• _EXERCISE BRIEF_
Repeat every entry below exactly as given.
──────
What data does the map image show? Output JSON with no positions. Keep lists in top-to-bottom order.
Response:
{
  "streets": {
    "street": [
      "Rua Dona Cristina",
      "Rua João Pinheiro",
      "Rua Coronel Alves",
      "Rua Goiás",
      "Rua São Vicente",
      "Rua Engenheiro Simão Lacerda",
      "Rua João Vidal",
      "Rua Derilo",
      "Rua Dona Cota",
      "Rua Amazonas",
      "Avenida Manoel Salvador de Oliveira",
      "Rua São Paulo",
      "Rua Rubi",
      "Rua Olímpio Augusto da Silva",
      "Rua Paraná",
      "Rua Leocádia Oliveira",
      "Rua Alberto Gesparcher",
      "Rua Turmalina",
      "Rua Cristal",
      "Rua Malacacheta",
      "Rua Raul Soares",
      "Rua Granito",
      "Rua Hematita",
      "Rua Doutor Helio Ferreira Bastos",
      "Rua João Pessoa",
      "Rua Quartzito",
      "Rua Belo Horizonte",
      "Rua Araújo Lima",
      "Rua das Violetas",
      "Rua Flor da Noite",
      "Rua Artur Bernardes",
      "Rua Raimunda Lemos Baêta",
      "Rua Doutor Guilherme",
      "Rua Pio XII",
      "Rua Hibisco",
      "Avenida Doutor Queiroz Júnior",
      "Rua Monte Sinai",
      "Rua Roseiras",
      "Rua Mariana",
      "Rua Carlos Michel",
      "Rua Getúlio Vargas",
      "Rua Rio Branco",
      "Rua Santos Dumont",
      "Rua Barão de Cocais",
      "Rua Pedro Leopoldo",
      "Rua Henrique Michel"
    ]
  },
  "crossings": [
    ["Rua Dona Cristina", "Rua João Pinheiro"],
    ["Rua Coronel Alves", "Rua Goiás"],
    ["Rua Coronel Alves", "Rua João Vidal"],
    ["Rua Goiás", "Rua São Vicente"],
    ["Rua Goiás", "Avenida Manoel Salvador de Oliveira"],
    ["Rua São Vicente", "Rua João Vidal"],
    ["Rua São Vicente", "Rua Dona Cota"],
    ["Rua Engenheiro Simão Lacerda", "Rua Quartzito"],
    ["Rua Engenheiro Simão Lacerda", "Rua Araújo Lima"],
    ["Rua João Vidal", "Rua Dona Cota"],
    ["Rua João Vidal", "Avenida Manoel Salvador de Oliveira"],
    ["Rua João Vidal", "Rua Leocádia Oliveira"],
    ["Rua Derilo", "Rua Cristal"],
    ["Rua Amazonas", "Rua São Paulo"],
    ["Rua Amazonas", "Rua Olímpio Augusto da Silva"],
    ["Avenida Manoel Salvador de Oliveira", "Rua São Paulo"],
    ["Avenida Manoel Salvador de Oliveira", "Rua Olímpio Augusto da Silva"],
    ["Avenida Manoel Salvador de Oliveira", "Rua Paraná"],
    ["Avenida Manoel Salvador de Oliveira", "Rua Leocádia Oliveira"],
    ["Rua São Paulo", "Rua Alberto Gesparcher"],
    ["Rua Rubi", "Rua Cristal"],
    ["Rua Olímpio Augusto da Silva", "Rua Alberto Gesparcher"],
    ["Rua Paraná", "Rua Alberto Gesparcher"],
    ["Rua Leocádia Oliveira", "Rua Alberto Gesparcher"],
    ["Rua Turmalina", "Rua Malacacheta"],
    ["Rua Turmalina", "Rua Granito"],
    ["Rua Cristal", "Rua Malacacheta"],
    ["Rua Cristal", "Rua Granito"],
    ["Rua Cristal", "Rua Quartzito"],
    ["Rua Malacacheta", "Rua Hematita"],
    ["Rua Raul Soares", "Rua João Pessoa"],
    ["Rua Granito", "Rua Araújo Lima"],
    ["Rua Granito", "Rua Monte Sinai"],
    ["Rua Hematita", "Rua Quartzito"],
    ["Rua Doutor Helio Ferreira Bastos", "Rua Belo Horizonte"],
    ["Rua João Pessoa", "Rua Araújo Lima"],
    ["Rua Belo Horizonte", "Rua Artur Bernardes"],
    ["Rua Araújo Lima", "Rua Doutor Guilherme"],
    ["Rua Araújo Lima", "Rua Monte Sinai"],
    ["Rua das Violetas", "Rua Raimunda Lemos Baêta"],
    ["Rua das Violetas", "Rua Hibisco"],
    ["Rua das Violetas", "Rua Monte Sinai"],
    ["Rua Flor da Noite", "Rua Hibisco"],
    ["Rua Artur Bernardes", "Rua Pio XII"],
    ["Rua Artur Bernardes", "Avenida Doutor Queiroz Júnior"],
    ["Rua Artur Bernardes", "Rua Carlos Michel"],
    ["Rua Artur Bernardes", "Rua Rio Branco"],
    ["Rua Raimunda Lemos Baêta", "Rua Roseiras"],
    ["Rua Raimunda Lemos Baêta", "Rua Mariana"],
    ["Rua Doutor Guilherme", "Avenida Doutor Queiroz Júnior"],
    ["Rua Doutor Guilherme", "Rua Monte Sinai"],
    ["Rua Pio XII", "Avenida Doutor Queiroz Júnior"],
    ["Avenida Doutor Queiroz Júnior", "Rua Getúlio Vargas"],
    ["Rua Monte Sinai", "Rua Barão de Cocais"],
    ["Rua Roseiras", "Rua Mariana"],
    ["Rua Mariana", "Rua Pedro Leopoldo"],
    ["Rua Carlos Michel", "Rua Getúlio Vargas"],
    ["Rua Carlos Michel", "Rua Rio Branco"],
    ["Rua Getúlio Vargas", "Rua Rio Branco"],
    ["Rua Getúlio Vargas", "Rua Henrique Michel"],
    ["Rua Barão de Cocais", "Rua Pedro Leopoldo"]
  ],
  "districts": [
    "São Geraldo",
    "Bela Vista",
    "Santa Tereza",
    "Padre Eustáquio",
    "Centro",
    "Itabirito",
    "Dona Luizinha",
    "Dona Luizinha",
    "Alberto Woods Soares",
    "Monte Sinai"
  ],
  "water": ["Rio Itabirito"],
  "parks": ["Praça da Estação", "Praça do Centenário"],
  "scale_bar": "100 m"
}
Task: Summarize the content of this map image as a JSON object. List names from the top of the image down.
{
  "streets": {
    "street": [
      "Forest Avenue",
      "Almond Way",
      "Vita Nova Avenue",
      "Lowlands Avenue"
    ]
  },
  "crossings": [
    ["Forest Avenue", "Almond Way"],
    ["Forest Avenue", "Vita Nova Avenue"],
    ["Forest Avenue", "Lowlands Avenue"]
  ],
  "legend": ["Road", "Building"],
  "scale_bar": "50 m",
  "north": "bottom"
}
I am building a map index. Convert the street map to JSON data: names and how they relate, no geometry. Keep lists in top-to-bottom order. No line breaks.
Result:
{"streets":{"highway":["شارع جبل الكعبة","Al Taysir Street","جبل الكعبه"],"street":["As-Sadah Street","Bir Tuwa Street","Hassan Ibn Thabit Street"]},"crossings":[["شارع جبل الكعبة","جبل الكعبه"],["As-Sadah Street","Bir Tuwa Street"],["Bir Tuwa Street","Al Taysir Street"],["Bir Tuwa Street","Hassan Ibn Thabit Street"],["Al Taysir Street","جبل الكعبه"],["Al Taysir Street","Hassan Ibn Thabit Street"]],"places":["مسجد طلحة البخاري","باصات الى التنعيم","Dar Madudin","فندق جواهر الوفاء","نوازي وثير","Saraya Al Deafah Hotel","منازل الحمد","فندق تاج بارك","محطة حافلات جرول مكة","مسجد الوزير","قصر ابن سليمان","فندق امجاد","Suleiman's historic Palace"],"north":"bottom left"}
──────
• _TASK SOLUTION_
What data does the map image show? Output JSON with no positions. Keep lists in top-to-bottom order.
Response:
{
  "streets": {
    "street": [
      "Rua Dona Cristina",
      "Rua João Pinheiro",
      "Rua Coronel Alves",
      "Rua Goiás",
      "Rua São Vicente",
      "Rua Engenheiro Simão Lacerda",
      "Rua João Vidal",
      "Rua Derilo",
      "Rua Dona Cota",
      "Rua Amazonas",
      "Avenida Manoel Salvador de Oliveira",
      "Rua São Paulo",
      "Rua Rubi",
      "Rua Olímpio Augusto da Silva",
      "Rua Paraná",
      "Rua Leocádia Oliveira",
      "Rua Alberto Gesparcher",
      "Rua Turmalina",
      "Rua Cristal",
      "Rua Malacacheta",
      "Rua Raul Soares",
      "Rua Granito",
      "Rua Hematita",
      "Rua Doutor Helio Ferreira Bastos",
      "Rua João Pessoa",
      "Rua Quartzito",
      "Rua Belo Horizonte",
      "Rua Araújo Lima",
      "Rua das Violetas",
      "Rua Flor da Noite",
      "Rua Artur Bernardes",
      "Rua Raimunda Lemos Baêta",
      "Rua Doutor Guilherme",
      "Rua Pio XII",
      "Rua Hibisco",
      "Avenida Doutor Queiroz Júnior",
      "Rua Monte Sinai",
      "Rua Roseiras",
      "Rua Mariana",
      "Rua Carlos Michel",
      "Rua Getúlio Vargas",
      "Rua Rio Branco",
      "Rua Santos Dumont",
      "Rua Barão de Cocais",
      "Rua Pedro Leopoldo",
      "Rua Henrique Michel"
    ]
  },
  "crossings": [
    ["Rua Dona Cristina", "Rua João Pinheiro"],
    ["Rua Coronel Alves", "Rua Goiás"],
    ["Rua Coronel Alves", "Rua João Vidal"],
    ["Rua Goiás", "Rua São Vicente"],
    ["Rua Goiás", "Avenida Manoel Salvador de Oliveira"],
    ["Rua São Vicente", "Rua João Vidal"],
    ["Rua São Vicente", "Rua Dona Cota"],
    ["Rua Engenheiro Simão Lacerda", "Rua Quartzito"],
    ["Rua Engenheiro Simão Lacerda", "Rua Araújo Lima"],
    ["Rua João Vidal", "Rua Dona Cota"],
    ["Rua João Vidal", "Avenida Manoel Salvador de Oliveira"],
    ["Rua João Vidal", "Rua Leocádia Oliveira"],
    ["Rua Derilo", "Rua Cristal"],
    ["Rua Amazonas", "Rua São Paulo"],
    ["Rua Amazonas", "Rua Olímpio Augusto da Silva"],
    ["Avenida Manoel Salvador de Oliveira", "Rua São Paulo"],
    ["Avenida Manoel Salvador de Oliveira", "Rua Olímpio Augusto da Silva"],
    ["Avenida Manoel Salvador de Oliveira", "Rua Paraná"],
    ["Avenida Manoel Salvador de Oliveira", "Rua Leocádia Oliveira"],
    ["Rua São Paulo", "Rua Alberto Gesparcher"],
    ["Rua Rubi", "Rua Cristal"],
    ["Rua Olímpio Augusto da Silva", "Rua Alberto Gesparcher"],
    ["Rua Paraná", "Rua Alberto Gesparcher"],
    ["Rua Leocádia Oliveira", "Rua Alberto Gesparcher"],
    ["Rua Turmalina", "Rua Malacacheta"],
    ["Rua Turmalina", "Rua Granito"],
    ["Rua Cristal", "Rua Malacacheta"],
    ["Rua Cristal", "Rua Granito"],
    ["Rua Cristal", "Rua Quartzito"],
    ["Rua Malacacheta", "Rua Hematita"],
    ["Rua Raul Soares", "Rua João Pessoa"],
    ["Rua Granito", "Rua Araújo Lima"],
    ["Rua Granito", "Rua Monte Sinai"],
    ["Rua Hematita", "Rua Quartzito"],
    ["Rua Doutor Helio Ferreira Bastos", "Rua Belo Horizonte"],
    ["Rua João Pessoa", "Rua Araújo Lima"],
    ["Rua Belo Horizonte", "Rua Artur Bernardes"],
    ["Rua Araújo Lima", "Rua Doutor Guilherme"],
    ["Rua Araújo Lima", "Rua Monte Sinai"],
    ["Rua das Violetas", "Rua Raimunda Lemos Baêta"],
    ["Rua das Violetas", "Rua Hibisco"],
    ["Rua das Violetas", "Rua Monte Sinai"],
    ["Rua Flor da Noite", "Rua Hibisco"],
    ["Rua Artur Bernardes", "Rua Pio XII"],
    ["Rua Artur Bernardes", "Avenida Doutor Queiroz Júnior"],
    ["Rua Artur Bernardes", "Rua Carlos Michel"],
    ["Rua Artur Bernardes", "Rua Rio Branco"],
    ["Rua Raimunda Lemos Baêta", "Rua Roseiras"],
    ["Rua Raimunda Lemos Baêta", "Rua Mariana"],
    ["Rua Doutor Guilherme", "Avenida Doutor Queiroz Júnior"],
    ["Rua Doutor Guilherme", "Rua Monte Sinai"],
    ["Rua Pio XII", "Avenida Doutor Queiroz Júnior"],
    ["Avenida Doutor Queiroz Júnior", "Rua Getúlio Vargas"],
    ["Rua Monte Sinai", "Rua Barão de Cocais"],
    ["Rua Roseiras", "Rua Mariana"],
    ["Rua Mariana", "Rua Pedro Leopoldo"],
    ["Rua Carlos Michel", "Rua Getúlio Vargas"],
    ["Rua Carlos Michel", "Rua Rio Branco"],
    ["Rua Getúlio Vargas", "Rua Rio Branco"],
    ["Rua Getúlio Vargas", "Rua Henrique Michel"],
    ["Rua Barão de Cocais", "Rua Pedro Leopoldo"]
  ],
  "districts": [
    "São Geraldo",
    "Bela Vista",
    "Santa Tereza",
    "Padre Eustáquio",
    "Centro",
    "Itabirito",
    "Dona Luizinha",
    "Dona Luizinha",
    "Alberto Woods Soares",
    "Monte Sinai"
  ],
  "water": ["Rio Itabirito"],
  "parks": ["Praça da Estação", "Praça do Centenário"],
  "scale_bar": "100 m"
}
Task: Summarize the content of this map image as a JSON object. List names from the top of the image down.
{
  "streets": {
    "street": [
      "Forest Avenue",
      "Almond Way",
      "Vita Nova Avenue",
      "Lowlands Avenue"
    ]
  },
  "crossings": [
    ["Forest Avenue", "Almond Way"],
    ["Forest Avenue", "Vita Nova Avenue"],
    ["Forest Avenue", "Lowlands Avenue"]
  ],
  "legend": ["Road", "Building"],
  "scale_bar": "50 m",
  "north": "bottom"
}
I am building a map index. Convert the street map to JSON data: names and how they relate, no geometry. Keep lists in top-to-bottom order. No line breaks.
Result:
{"streets":{"highway":["شارع جبل الكعبة","Al Taysir Street","جبل الكعبه"],"street":["As-Sadah Street","Bir Tuwa Street","Hassan Ibn Thabit Street"]},"crossings":[["شارع جبل الكعبة","جبل الكعبه"],["As-Sadah Street","Bir Tuwa Street"],["Bir Tuwa Street","Al Taysir Street"],["Bir Tuwa Street","Hassan Ibn Thabit Street"],["Al Taysir Street","جبل الكعبه"],["Al Taysir Street","Hassan Ibn Thabit Street"]],"places":["مسجد طلحة البخاري","باصات الى التنعيم","Dar Madudin","فندق جواهر الوفاء","نوازي وثير","Saraya Al Deafah Hotel","منازل الحمد","فندق تاج بارك","محطة حافلات جرول مكة","مسجد الوزير","قصر ابن سليمان","فندق امجاد","Suleiman's historic Palace"],"north":"bottom left"}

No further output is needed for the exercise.